Nataly punched in Sylvia’s number. As she was leaving a message on the answering machine, Sylvia picked up. “What?!” Sylvia demanded. “What?!”

“Dad tried to kill himself.”

Sylvia said, “Why?”

“Their divorce was finalized today?”

“Is he going to be all right? Is he going to be okay?”

“I don’t know. They didn’t say anything to me. Can you…can you call Celeste? I don’t think I’m up to it.”

Nataly waited at the emergency entrance. She sat down, closed her eyes and was flooded with gray. A wall of gray nausea slammed into her so hard, she opened her eyes. A halo of maroon approached her. It was her mother.

At nine o’clock, the emergency doctor attempted to take Mercy aside, but Nataly refused to budge.

“He’s going to spend the night here, recovering. Worst-case scenario, there may be possible long-term liver damage.”

“He’s not going to die,” Mercy said, clutching Nataly.

“No, ma’am,” the doctor replied.

“Thankgodthankgodthankgod,” Mercy murmured to Nataly.

Nataly stood in the hallway corridor while her mother went into her father’s room. Nataly peered in. There was her father, looking at her mother, looking like he really did love her. She waited a moment. Mud. That room, her father, were the color of mud, not gold, and her mother still shimmered silver. Did her mother still love him? It appeared she did, and it was a mass of tangled knots and threads within her, a malevolent tumor growing within. She stepped inside the room, patted her dad’s arm and said, “I’m glad you’re going to be all right.”
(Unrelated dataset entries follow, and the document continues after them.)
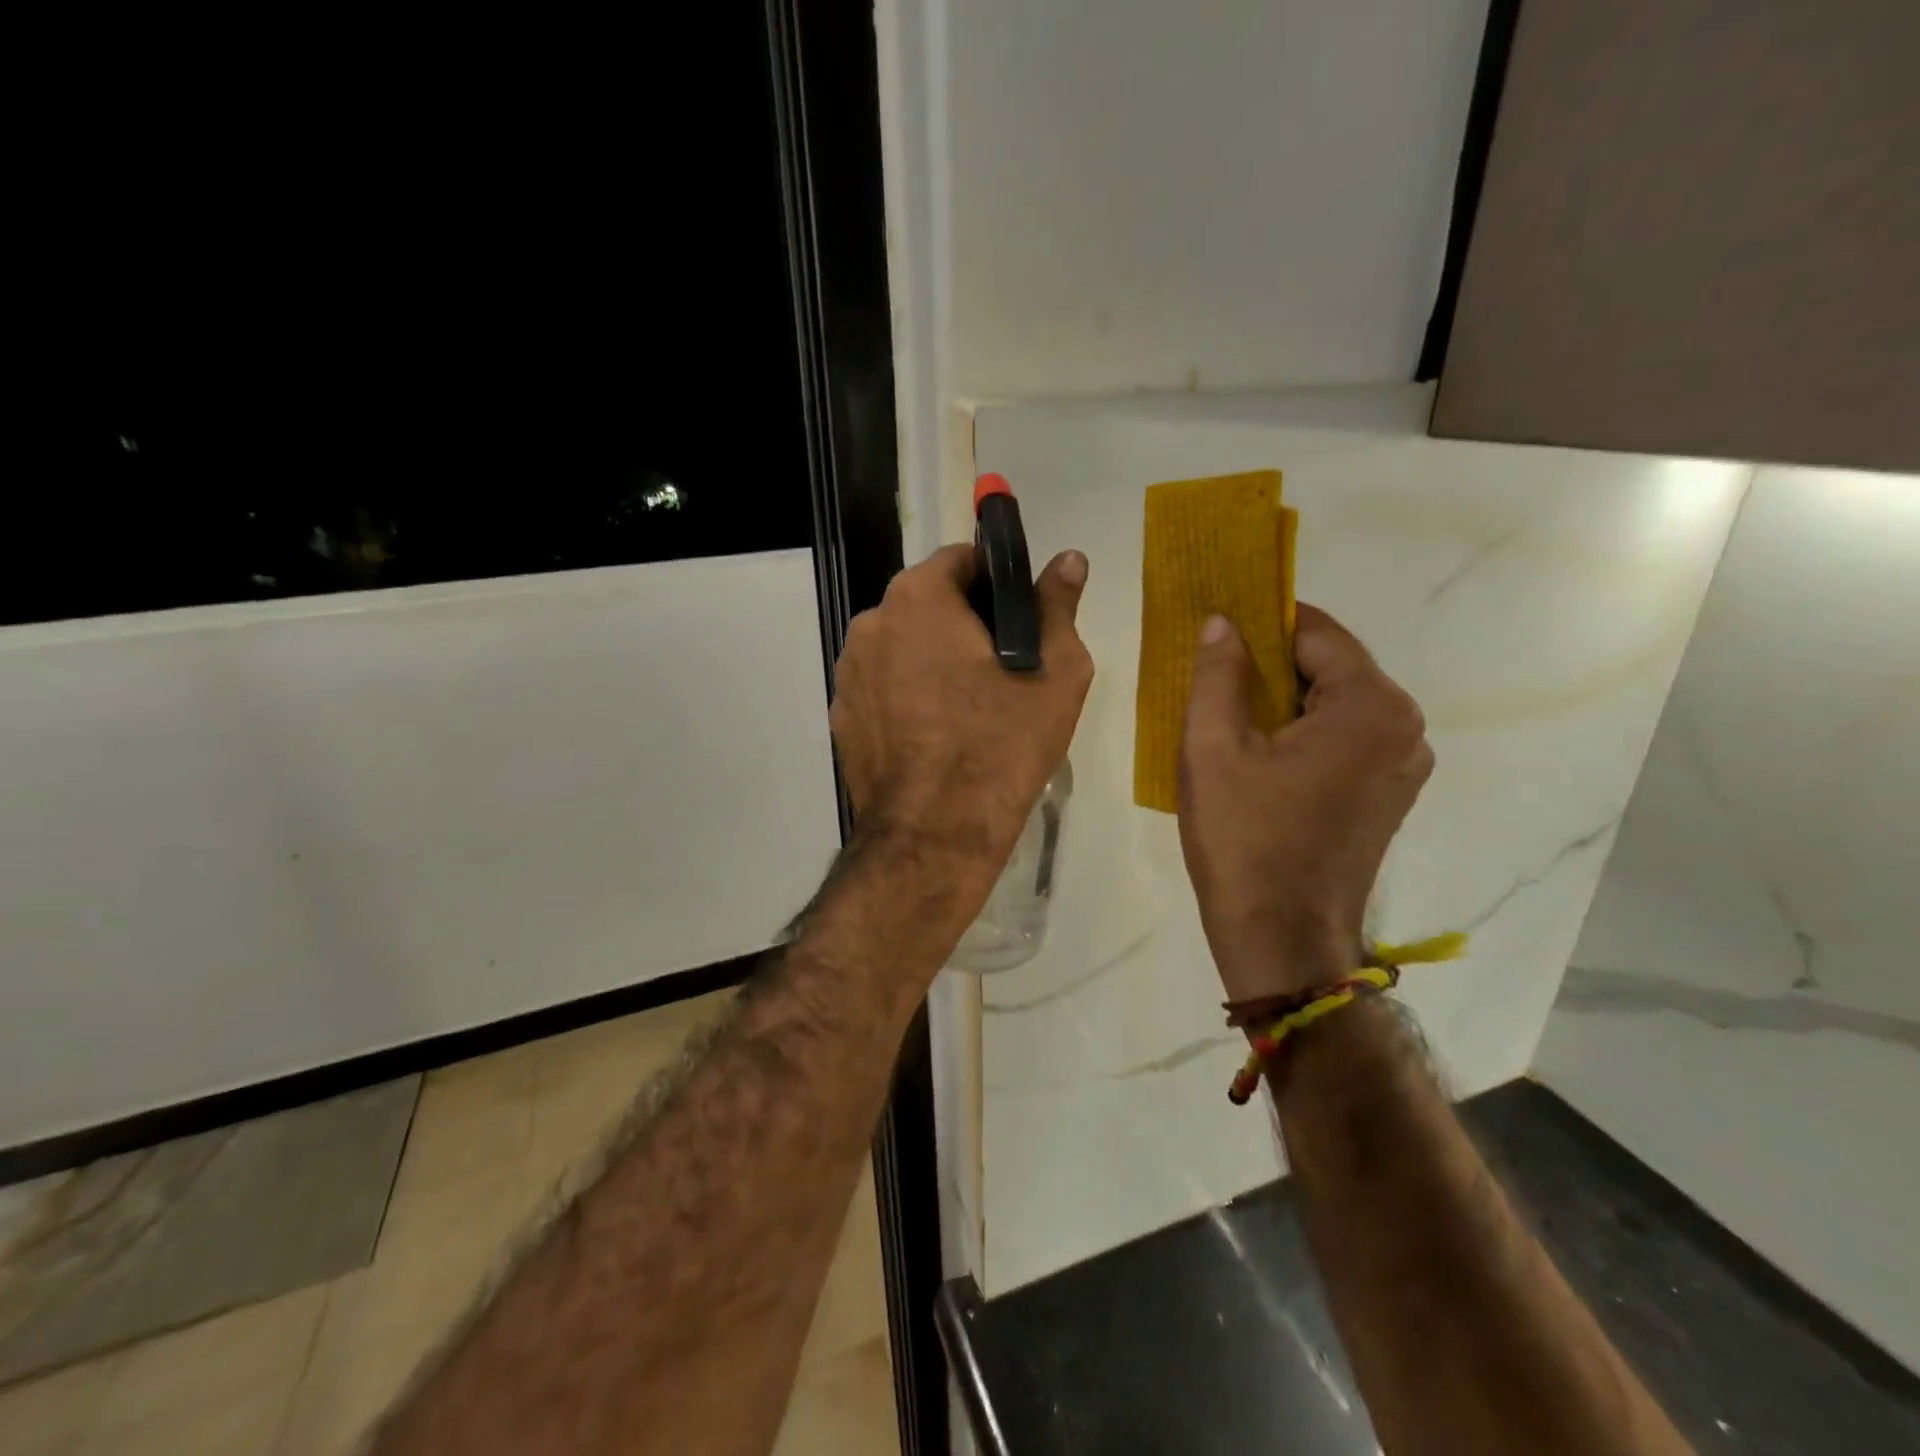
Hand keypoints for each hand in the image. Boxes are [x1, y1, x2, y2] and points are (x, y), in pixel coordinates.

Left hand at [830, 543, 1093, 875]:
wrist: (935, 833)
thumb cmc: (1001, 744)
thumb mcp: (1055, 672)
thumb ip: (1057, 605)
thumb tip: (1069, 559)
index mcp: (918, 598)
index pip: (961, 560)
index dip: (996, 583)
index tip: (1019, 621)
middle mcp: (870, 623)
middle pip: (927, 604)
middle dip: (963, 624)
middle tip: (1002, 670)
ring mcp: (848, 673)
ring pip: (902, 647)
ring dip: (932, 660)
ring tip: (968, 708)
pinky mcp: (840, 717)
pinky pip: (882, 688)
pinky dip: (907, 696)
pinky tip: (935, 735)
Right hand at [1178, 603, 1432, 1003]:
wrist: (1281, 938)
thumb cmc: (1244, 839)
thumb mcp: (1212, 749)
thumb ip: (1219, 675)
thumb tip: (1222, 622)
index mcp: (1371, 706)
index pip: (1316, 632)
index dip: (1262, 621)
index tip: (1217, 623)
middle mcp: (1404, 726)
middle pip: (1330, 667)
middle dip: (1271, 664)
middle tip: (1212, 673)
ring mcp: (1403, 764)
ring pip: (1335, 705)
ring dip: (1285, 700)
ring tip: (1228, 714)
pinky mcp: (1389, 794)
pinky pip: (1343, 739)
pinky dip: (1303, 733)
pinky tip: (1259, 753)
Nataly and Mercy waited for Celeste and Sylvia in the hospital cafeteria. The empty chrome counters gleamed, the display cases shone light. There were vending machines for coffee, soda, candy, chips, wrapped sandwiches. Nataly could see that her mother had been especially beautiful for today, her hair and nails recently done. She still wore the makeup she had put on this morning. Nataly picked up her mother’s hand and held it between her own.